Vancouver prices suffer decline while much of Canada goes up

Vancouver prices suffer decline while much of Canada goes up

Vancouver prices suffer decline while much of Canada goes up

Vancouver defied the national housing price trend in August, being the only major market to have seen an annual decline during that month.

The latest edition of the TeranetNational Bank of Canada House Price Index indicated that Vancouver’s average housing price (across all asset classes) fell by 6.63% year-over-year, bringing composite prices down by 6.96% from the peak seen in July 2018.

“The city’s index has shown negative growth every month this year,” Better Dwelling stated in its analysis of the data – an observation that has been mirrored in another study.

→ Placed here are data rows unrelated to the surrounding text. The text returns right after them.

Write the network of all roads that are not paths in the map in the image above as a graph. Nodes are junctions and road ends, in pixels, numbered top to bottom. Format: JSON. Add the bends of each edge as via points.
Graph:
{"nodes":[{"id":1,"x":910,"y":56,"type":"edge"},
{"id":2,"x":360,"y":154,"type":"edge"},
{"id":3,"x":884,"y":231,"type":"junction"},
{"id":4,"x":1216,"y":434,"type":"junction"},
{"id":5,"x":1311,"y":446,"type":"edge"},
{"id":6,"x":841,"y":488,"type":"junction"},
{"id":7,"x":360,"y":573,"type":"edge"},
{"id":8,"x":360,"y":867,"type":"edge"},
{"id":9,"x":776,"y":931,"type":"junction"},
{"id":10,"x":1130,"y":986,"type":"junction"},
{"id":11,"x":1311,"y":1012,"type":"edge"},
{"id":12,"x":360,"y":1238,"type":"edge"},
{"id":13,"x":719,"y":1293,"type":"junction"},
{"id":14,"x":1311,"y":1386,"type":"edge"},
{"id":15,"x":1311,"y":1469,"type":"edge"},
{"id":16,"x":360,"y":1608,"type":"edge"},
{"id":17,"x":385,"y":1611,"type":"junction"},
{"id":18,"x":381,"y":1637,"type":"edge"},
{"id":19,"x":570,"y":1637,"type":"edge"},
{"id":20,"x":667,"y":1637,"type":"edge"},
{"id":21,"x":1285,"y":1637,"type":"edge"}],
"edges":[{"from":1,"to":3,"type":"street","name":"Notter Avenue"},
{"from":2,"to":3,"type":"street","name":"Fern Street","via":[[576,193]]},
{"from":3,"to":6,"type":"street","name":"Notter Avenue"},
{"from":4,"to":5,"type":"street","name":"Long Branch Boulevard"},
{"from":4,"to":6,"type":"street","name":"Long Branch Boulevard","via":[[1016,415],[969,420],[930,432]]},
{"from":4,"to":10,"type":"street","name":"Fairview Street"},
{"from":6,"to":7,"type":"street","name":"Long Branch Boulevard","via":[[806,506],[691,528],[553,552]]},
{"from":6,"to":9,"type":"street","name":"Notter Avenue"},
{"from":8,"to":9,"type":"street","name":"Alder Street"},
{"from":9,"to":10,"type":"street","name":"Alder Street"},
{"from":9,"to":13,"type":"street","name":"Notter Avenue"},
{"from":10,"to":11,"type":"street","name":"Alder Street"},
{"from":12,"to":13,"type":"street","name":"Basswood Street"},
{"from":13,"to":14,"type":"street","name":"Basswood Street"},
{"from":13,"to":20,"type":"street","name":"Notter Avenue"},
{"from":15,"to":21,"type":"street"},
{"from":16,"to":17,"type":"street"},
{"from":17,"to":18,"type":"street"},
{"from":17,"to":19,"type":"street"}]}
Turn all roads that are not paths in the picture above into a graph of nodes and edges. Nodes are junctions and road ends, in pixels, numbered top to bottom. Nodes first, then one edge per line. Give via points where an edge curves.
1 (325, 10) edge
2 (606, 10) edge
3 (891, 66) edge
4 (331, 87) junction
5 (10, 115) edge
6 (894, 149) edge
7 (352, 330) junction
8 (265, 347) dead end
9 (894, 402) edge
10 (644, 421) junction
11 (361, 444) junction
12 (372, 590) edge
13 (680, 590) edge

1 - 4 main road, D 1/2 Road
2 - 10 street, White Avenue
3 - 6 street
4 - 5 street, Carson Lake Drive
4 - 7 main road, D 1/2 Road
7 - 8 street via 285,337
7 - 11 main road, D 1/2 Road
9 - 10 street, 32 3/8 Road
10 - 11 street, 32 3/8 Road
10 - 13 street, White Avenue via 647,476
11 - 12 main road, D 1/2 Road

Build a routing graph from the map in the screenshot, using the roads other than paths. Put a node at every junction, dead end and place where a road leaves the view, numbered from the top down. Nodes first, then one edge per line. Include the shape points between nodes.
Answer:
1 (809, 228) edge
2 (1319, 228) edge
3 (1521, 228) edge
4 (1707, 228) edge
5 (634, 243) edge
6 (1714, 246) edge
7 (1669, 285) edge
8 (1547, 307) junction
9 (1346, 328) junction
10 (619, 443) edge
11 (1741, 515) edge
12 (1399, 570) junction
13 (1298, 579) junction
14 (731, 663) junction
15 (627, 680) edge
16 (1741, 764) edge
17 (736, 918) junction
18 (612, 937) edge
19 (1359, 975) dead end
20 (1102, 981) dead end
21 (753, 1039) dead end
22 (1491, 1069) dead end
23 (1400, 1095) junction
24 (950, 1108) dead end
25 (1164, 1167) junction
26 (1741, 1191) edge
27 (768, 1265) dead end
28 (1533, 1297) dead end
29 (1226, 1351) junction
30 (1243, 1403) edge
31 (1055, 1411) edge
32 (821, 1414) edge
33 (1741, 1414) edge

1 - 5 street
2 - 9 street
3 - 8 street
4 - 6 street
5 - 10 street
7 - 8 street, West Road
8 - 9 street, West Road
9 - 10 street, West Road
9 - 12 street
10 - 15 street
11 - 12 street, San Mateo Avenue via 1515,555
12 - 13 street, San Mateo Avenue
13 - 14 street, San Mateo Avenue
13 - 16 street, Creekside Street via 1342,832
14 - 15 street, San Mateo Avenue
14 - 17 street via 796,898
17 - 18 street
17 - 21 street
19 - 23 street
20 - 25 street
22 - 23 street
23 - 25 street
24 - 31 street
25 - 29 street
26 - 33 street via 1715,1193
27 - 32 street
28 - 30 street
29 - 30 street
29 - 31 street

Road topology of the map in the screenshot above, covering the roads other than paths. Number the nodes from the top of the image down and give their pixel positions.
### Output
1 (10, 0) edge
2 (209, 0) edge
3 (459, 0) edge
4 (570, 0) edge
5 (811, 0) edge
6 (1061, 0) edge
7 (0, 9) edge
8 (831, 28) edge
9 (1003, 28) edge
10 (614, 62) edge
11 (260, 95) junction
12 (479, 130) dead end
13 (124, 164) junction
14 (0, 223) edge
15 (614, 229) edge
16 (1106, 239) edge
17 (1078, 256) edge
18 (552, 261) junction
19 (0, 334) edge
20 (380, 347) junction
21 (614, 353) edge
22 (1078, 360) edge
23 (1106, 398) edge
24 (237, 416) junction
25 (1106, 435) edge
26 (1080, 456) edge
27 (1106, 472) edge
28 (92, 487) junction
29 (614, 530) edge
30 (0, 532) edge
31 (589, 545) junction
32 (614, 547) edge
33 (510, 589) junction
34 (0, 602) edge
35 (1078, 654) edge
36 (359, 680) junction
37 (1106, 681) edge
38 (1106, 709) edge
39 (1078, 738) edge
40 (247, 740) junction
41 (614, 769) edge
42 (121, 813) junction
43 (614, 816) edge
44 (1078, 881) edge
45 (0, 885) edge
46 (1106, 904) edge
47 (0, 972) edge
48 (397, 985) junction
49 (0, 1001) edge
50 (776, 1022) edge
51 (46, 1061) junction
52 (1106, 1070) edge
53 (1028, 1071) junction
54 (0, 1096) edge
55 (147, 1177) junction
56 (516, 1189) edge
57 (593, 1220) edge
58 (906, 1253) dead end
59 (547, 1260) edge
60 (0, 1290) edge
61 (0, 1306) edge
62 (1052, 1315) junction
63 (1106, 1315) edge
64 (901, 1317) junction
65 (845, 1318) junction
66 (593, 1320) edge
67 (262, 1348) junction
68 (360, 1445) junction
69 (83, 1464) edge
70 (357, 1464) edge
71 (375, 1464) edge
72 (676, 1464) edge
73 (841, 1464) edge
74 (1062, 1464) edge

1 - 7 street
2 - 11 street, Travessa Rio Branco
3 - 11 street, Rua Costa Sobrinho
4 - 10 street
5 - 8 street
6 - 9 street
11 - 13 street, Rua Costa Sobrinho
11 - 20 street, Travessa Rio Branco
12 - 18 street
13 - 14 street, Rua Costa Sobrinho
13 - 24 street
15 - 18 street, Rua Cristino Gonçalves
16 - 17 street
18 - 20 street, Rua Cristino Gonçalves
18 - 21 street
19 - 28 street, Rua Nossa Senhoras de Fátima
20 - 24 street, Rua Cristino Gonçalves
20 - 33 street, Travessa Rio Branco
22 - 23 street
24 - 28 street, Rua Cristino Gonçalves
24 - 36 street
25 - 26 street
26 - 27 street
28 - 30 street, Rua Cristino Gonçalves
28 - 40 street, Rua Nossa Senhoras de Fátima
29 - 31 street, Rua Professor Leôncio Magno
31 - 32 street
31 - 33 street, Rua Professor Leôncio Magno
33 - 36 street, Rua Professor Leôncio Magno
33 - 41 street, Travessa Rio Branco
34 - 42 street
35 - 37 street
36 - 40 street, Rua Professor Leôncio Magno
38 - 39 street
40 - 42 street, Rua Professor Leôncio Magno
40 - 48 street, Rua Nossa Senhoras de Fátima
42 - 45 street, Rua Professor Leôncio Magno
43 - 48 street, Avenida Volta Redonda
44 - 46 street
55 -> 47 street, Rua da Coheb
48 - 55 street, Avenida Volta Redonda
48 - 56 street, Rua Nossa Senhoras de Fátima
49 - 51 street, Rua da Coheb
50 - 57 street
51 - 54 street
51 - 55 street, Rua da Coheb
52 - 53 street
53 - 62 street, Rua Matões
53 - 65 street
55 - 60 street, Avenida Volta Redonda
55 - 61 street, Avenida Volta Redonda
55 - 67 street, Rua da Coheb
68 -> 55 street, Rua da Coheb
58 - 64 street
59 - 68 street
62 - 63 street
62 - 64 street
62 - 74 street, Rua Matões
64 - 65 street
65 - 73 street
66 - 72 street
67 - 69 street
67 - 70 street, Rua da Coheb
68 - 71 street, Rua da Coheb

“In recent months, home prices have generally been stabilizing in British Columbia and the Prairies, a measure which had been falling until recently,” the CREA noted recently.

Across all asset classes, the benchmark price fell by 8.3% annually to $993,300. This was the lowest level since May 2017, according to the Real Estate Board of Greater Vancouver.

This is in contrast to the overall Canadian figure, with prices reaching new highs last month.

“The sudden acceleration of price growth came largely from smaller markets. Most cities saw price growth last month, with Vancouver being a notable exception.”

The aggregate Canadian index went up by 0.41%, up 0.61% from August 2018 last year. Much of this strength was due to an upward surge in Toronto, which benefited from an especially robust market that saw marked increases even with detached segment’s flat prices.

 “The index for the city showed prices increased 0.80% in August, and are now up 3.79% from the same month last year. Prices are now just 0.11% below the all-time high reached in July 2017.”